→ WHAT TO DO:
Because only the text is wanted, repeat the records below exactly and omit the pictures.

[Start of Attachment]

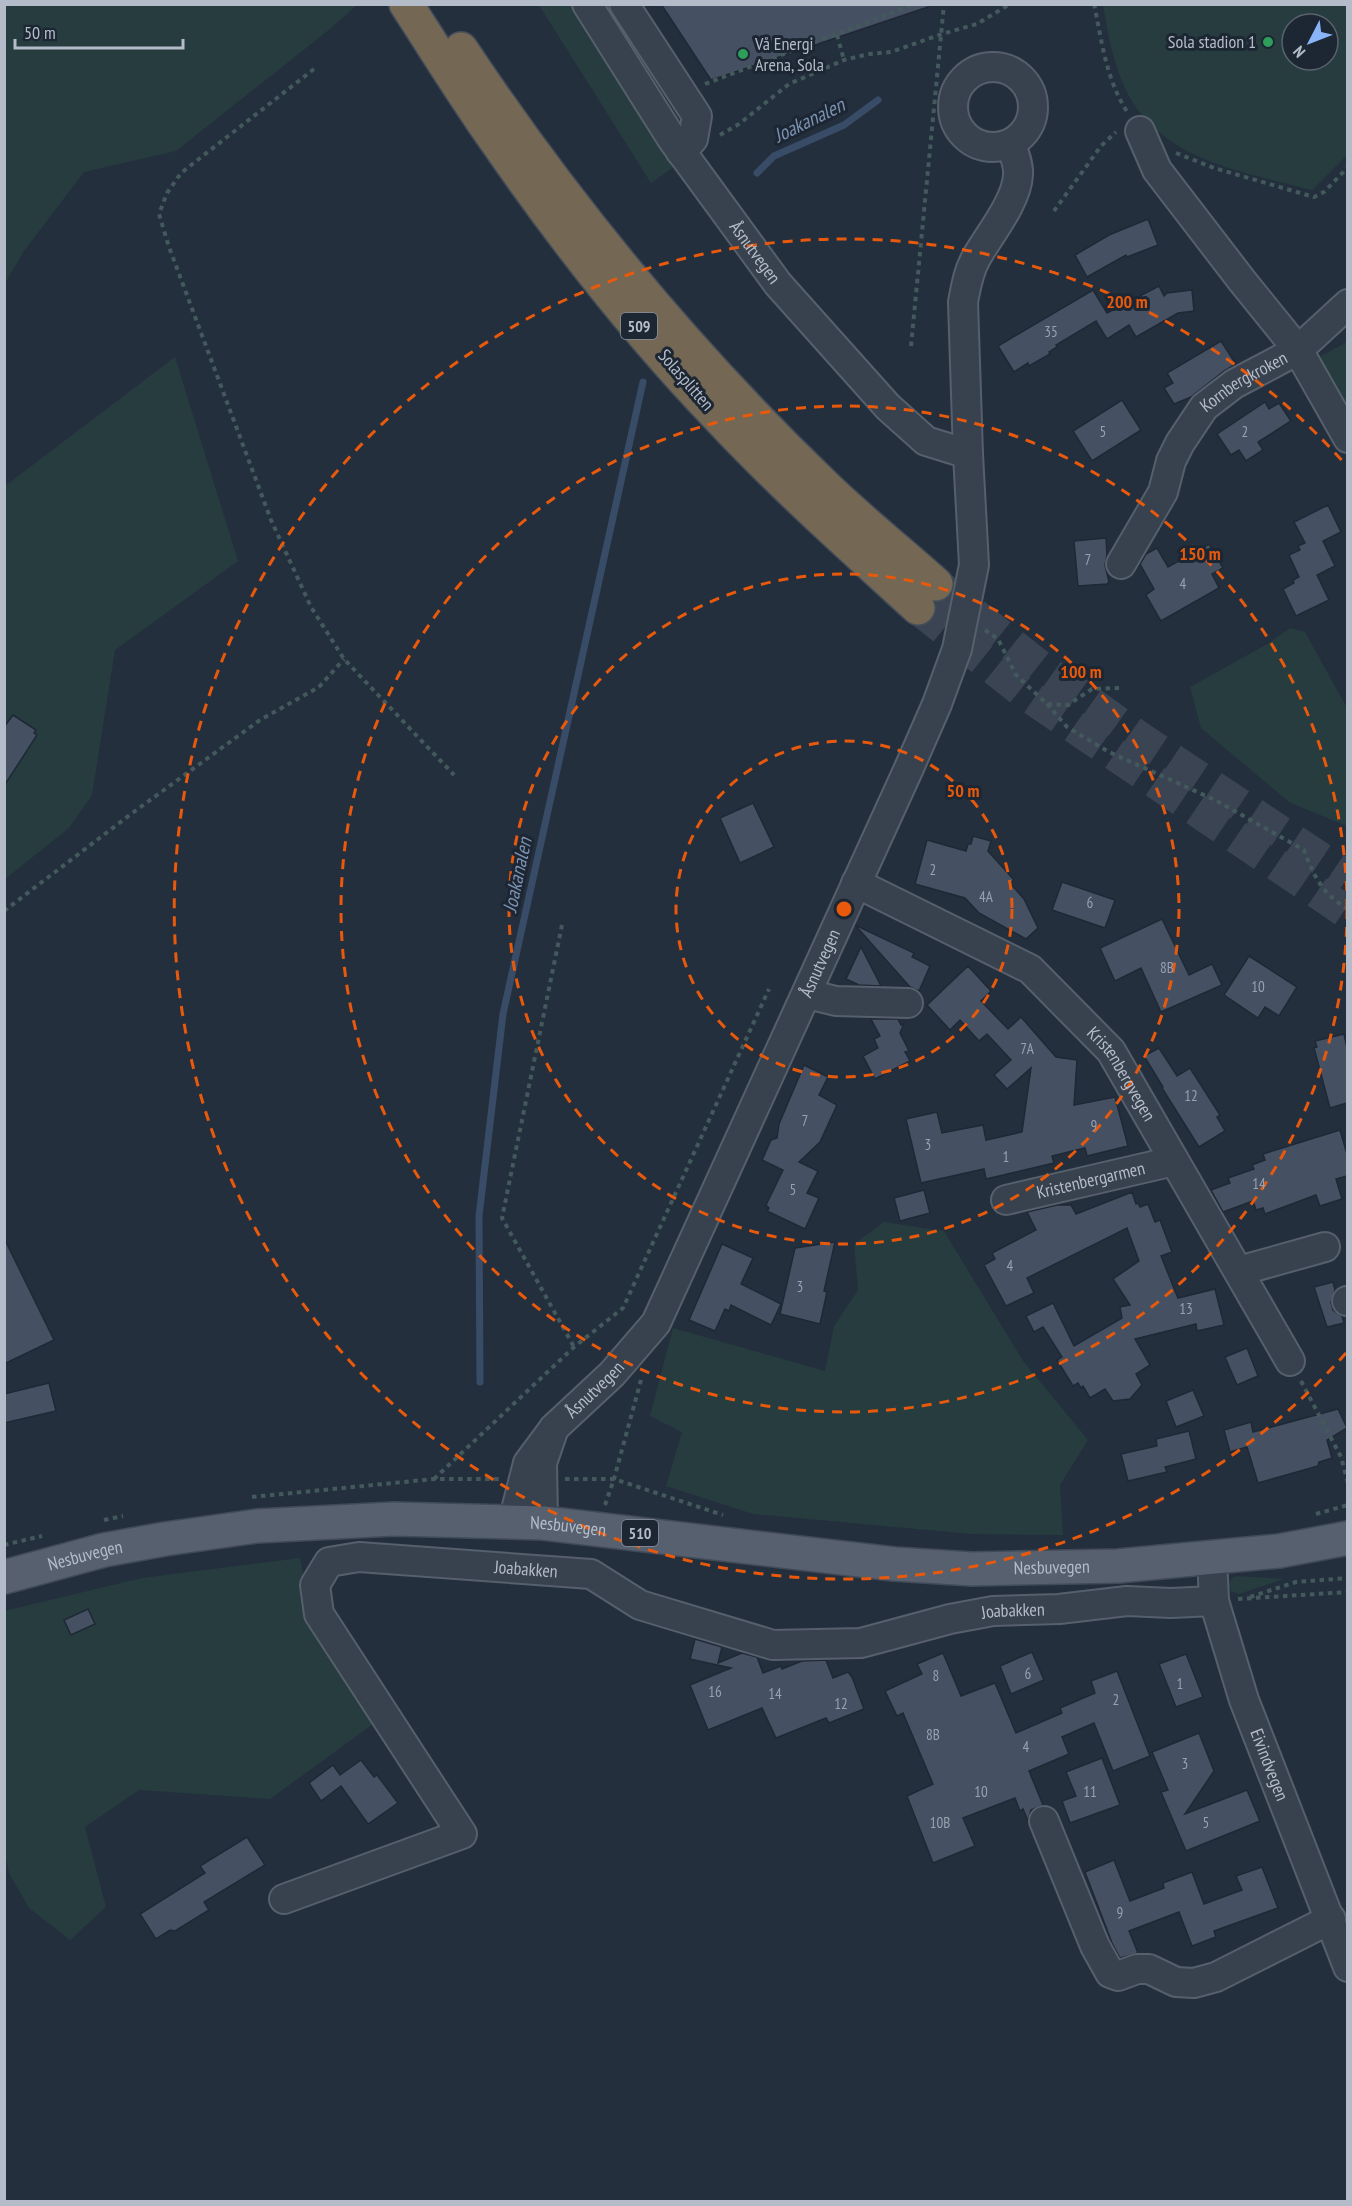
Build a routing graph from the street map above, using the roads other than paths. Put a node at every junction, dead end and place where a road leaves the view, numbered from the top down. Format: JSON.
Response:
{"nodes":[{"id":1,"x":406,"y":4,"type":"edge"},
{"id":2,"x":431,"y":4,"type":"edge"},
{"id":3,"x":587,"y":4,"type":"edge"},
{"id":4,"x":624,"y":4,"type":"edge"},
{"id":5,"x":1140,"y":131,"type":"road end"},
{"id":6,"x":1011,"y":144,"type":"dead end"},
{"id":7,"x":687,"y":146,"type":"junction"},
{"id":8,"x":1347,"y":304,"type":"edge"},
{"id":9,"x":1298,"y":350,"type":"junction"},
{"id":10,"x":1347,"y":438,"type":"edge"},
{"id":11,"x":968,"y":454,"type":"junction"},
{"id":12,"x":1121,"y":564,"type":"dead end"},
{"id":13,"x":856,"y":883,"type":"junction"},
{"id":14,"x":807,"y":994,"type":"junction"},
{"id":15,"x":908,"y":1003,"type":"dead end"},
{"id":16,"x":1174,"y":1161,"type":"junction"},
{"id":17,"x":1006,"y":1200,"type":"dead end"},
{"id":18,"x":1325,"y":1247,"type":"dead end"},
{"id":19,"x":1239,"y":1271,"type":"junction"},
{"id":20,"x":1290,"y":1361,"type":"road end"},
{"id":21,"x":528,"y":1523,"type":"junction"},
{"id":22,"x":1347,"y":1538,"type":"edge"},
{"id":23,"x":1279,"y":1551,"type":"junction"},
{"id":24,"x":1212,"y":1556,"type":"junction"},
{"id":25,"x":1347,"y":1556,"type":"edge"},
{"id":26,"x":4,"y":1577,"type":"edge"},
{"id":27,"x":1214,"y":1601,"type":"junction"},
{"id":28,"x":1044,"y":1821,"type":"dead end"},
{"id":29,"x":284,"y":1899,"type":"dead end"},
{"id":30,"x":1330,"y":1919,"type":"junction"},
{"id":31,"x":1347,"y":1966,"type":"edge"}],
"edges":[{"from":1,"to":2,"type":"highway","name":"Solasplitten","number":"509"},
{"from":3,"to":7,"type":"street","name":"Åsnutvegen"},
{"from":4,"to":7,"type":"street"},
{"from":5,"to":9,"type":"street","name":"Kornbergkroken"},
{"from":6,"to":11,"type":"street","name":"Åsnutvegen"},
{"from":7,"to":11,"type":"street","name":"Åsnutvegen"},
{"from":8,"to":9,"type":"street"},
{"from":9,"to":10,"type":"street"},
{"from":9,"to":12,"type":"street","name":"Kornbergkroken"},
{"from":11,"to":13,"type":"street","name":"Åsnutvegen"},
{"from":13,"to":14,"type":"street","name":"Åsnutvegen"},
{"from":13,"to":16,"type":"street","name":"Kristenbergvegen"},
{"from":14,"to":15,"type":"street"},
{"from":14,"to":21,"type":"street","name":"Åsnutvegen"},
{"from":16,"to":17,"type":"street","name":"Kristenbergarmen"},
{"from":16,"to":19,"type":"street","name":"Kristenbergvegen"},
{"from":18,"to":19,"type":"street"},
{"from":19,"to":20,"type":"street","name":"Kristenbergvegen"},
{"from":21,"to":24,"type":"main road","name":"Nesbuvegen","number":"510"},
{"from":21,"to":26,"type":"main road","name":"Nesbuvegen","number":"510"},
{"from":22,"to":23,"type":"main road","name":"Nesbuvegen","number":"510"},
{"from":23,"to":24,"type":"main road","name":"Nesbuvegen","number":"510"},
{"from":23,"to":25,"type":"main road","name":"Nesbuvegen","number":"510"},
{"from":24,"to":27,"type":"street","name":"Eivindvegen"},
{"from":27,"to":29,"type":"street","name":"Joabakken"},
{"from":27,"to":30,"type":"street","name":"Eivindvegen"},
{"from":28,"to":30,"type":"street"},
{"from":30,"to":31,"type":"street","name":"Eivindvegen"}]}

[End of Attachment]

→ WRITTEN RESPONSE:
Build a routing graph from the street map above, using the roads other than paths. Put a node at every junction, dead end and place where a road leaves the view, numbered from the top down. Format: JSON.
Response:
{"nodes":[{"id":1,"x":406,"y":4,"type":"edge"},
{"id":2,"x":431,"y":4,"type":"edge"},
{"id":3,"x":587,"y":4,"type":"edge"},
{"id":4,"x":624,"y":4,"type":"edge"},
{"id":5,"x":1140,"y":131,"type":"road end"},
{"id":6,"x":1011,"y":144,"type":"dead end"},
{"id":7,"x":687,"y":146,"type":"junction"},
{"id":8,"x":1347,"y":304,"type":"edge"},
{"id":9,"x":1298,"y":350,"type":"junction"},
{"id":10,"x":1347,"y":438,"type":"edge"},
{"id":11,"x":968,"y":454,"type":"junction"},
{"id":12,"x":1121,"y":564,"type":"dead end"},
{"id":13,"x":856,"y":883,"type":"junction"},
{"id":14,"x":807,"y":994,"type":"junction"},
{"id":15,"x":908,"y":1003,"type":"dead end"},
{"id":16,"x":1174,"y":1161,"type":"junction"},
{"id":17,"x":1006,"y":1200,"type":"dead end"},
{"id":18,"x":1325,"y":1247,"type":"dead end"},
{"id":19,"x":1239,"y":1271,"type":"junction"},
{"id":20,"x":1290,"y":1361,"type":"road end"},
{"id":21,"x":528,"y":1523,"type":"junction"},
{"id":22,"x":1347,"y":1538,"type":"edge"},
{"id":23,"x":1279,"y":1551,"type":"junction"},
{"id":24,"x":1212,"y":1556,"type":"junction"},
{"id":25,"x":1347,"y":1556,"type":"edge"},
{"id":26,"x":4,"y":1577,"type":"edge"},
{"id":27,"x":1214,"y":1601,"type":"junction"},
{"id":28,"x":1044,"y":1821,"type":"dead end"},
{"id":29,"x":284,"y":1899,"type":"dead end"},
{"id":30,"x":1330,"y":1919,"type":"junction"},
{"id":31,"x":1347,"y":1966,"type":"edge"}],
"edges":[{"from":1,"to":2,"type":"highway","name":"Solasplitten","number":"509"},
{"from":3,"to":7,"type":"street","name":"Åsnutvegen"},
{"from":4,"to":7,"type":"street"},
{"from":5,"to":9,"type":"street","name":"Kornbergkroken"},
{"from":6,"to":11,"type":"street","name":"Åsnutvegen"},
{"from":7,"to":11,"type":"street","name":"Åsnutvegen"},
{"from":8,"to":9,"type":"street"},
{"from":9,"to":10,"type":"street"},
{"from":9,"to":12,"type":"street","name":"Kornbergkroken"},
{"from":11,"to":13,"type":"street","name":"Åsnutvegen"},
{"from":13,"to":14,"type":"street","name":"Åsnutvegen"},
{"from":13,"to":16,"type":"street","name":"Kristenbergvegen"},
{"from":14,"to":15,"type":"street"},
{"from":14,"to":21,"type":"street","name":"Åsnutvegen"},
{"from":16,"to":17,"type":"street","name":"Kristenbergarmen"},
{"from":16,"to":19,"type":"street","name":"Kristenbergvegen"},
{"from":18,"to":19,"type":"street"},
{"from":19,"to":20,"type":"street","name":"Kristenbergvegen"},
{"from":21,"to":24,"type":"main road","name":"Nesbuvegen","number":"510"},
{"from":21,"to":26,"type":"main road","name":"Nesbuvegen","number":"510"},
{"from":22,"to":23,"type":"main road","name":"Nesbuvegen","number":"510"},
{"from":23,"to":24,"type":"main road","name":"Nesbuvegen","number":"510"},
{"from":23,"to":25,"type":"main road","name":"Nesbuvegen","number":"510"},
{"from":24,"to":27,"type":"street","name":"Eivindvegen"},
{"from":27,"to":29,"type":"street","name":"Joabakken"},
{"from":27,"to":30,"type":"street","name":"Eivindvegen"},
{"from":28,"to":30,"type":"street"},
{"from":30,"to":31,"type":"street","name":"Eivindvegen"}]}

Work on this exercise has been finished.